▶ **AIM OF THE EXERCISE**:
Take every line from the listing below that contains "庙山北路".

▶ **MATERIAL FOR THIS TASK**:
= Beginning of Section =

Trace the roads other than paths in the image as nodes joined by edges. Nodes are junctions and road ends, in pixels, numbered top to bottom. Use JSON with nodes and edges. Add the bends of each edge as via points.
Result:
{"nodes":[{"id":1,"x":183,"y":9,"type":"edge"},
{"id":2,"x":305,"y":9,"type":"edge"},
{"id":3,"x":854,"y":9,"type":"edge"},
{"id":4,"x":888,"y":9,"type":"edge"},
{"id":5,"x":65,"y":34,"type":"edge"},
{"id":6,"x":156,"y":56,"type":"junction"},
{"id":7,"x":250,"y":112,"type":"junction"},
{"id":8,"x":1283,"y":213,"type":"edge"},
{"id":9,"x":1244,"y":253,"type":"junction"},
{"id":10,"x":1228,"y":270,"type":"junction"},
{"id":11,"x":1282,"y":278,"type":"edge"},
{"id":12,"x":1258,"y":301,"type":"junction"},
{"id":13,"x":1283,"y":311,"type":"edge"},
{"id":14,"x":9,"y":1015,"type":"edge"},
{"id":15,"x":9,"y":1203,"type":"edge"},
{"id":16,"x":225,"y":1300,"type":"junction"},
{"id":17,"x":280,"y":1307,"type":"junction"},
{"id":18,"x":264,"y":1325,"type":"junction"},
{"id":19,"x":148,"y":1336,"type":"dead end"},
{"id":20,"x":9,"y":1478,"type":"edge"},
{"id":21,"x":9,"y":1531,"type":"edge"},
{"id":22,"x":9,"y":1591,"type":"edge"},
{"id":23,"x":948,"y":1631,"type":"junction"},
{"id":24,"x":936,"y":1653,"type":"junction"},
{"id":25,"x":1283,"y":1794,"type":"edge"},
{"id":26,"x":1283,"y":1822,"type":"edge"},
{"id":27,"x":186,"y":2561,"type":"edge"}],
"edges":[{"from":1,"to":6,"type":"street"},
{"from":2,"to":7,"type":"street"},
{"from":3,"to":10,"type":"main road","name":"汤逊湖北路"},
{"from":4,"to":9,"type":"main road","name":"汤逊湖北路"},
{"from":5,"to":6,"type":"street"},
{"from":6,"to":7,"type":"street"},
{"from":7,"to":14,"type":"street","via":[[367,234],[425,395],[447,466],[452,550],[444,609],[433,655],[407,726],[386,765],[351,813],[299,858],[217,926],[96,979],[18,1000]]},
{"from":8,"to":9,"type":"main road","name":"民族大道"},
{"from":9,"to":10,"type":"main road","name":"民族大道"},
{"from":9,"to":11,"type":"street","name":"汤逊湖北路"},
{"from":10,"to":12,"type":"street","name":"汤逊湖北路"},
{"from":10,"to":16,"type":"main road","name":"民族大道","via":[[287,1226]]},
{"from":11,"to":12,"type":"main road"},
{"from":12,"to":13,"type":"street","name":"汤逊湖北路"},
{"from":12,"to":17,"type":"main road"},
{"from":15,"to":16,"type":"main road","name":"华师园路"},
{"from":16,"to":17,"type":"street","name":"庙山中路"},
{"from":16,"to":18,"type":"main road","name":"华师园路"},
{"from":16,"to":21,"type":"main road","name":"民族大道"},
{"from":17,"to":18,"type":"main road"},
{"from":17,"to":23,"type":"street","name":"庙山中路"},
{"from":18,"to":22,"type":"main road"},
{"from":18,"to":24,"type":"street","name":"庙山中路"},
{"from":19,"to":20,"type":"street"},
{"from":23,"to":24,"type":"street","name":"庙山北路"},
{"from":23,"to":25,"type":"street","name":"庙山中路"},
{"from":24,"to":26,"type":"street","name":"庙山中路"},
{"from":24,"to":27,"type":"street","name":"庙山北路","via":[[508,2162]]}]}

= End of Section =
= Beginning of Section =

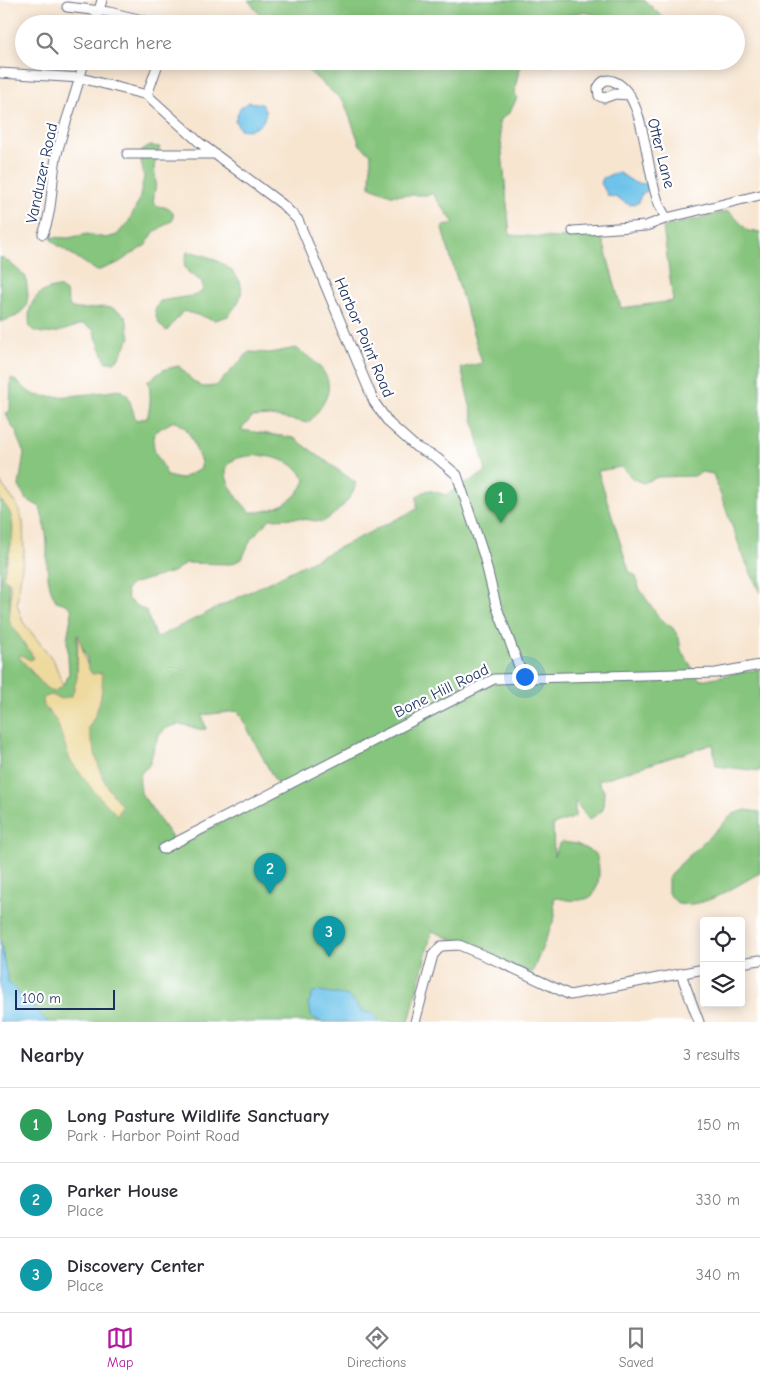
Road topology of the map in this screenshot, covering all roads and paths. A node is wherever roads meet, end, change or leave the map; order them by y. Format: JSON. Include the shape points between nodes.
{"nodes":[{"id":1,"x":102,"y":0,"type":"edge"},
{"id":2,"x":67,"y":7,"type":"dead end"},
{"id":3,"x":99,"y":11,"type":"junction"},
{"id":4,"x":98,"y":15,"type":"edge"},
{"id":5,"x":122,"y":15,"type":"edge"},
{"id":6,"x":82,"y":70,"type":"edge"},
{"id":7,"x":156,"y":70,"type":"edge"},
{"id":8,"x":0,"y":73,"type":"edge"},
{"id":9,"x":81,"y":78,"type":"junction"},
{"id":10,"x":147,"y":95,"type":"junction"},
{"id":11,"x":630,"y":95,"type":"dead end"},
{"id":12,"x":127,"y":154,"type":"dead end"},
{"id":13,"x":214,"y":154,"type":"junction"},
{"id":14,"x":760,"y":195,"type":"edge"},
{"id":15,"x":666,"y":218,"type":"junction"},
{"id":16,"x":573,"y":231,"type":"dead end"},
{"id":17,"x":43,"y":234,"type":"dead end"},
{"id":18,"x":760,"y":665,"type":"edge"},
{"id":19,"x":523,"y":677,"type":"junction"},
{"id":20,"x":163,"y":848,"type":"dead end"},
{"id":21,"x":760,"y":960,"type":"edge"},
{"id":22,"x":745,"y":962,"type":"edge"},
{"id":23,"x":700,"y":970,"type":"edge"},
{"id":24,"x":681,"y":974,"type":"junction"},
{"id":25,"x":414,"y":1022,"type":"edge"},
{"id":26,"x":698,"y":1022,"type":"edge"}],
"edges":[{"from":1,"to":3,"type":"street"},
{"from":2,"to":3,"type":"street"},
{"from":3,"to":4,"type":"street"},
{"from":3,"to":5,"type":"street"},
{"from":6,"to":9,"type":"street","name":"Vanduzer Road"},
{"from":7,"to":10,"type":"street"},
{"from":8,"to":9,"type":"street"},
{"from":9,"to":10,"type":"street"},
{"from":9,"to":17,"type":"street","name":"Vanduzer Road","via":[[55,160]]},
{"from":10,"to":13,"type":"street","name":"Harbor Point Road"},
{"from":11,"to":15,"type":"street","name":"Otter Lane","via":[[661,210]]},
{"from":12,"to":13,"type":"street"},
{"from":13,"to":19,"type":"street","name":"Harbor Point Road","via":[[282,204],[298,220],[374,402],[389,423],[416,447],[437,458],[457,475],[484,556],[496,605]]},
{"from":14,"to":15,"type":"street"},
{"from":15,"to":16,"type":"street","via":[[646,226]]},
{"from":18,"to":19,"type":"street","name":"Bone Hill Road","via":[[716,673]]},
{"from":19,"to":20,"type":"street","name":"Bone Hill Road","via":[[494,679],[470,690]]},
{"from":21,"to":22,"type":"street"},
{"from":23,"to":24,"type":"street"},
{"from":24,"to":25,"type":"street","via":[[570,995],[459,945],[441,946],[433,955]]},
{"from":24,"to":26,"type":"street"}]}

= End of Section =

▶ **OUTPUT FOR THIS EXERCISE**:
{"from":23,"to":24,"type":"street","name":"庙山北路"},
{"from":24,"to":27,"type":"street","name":"庙山北路","via":[[508,2162]]}]}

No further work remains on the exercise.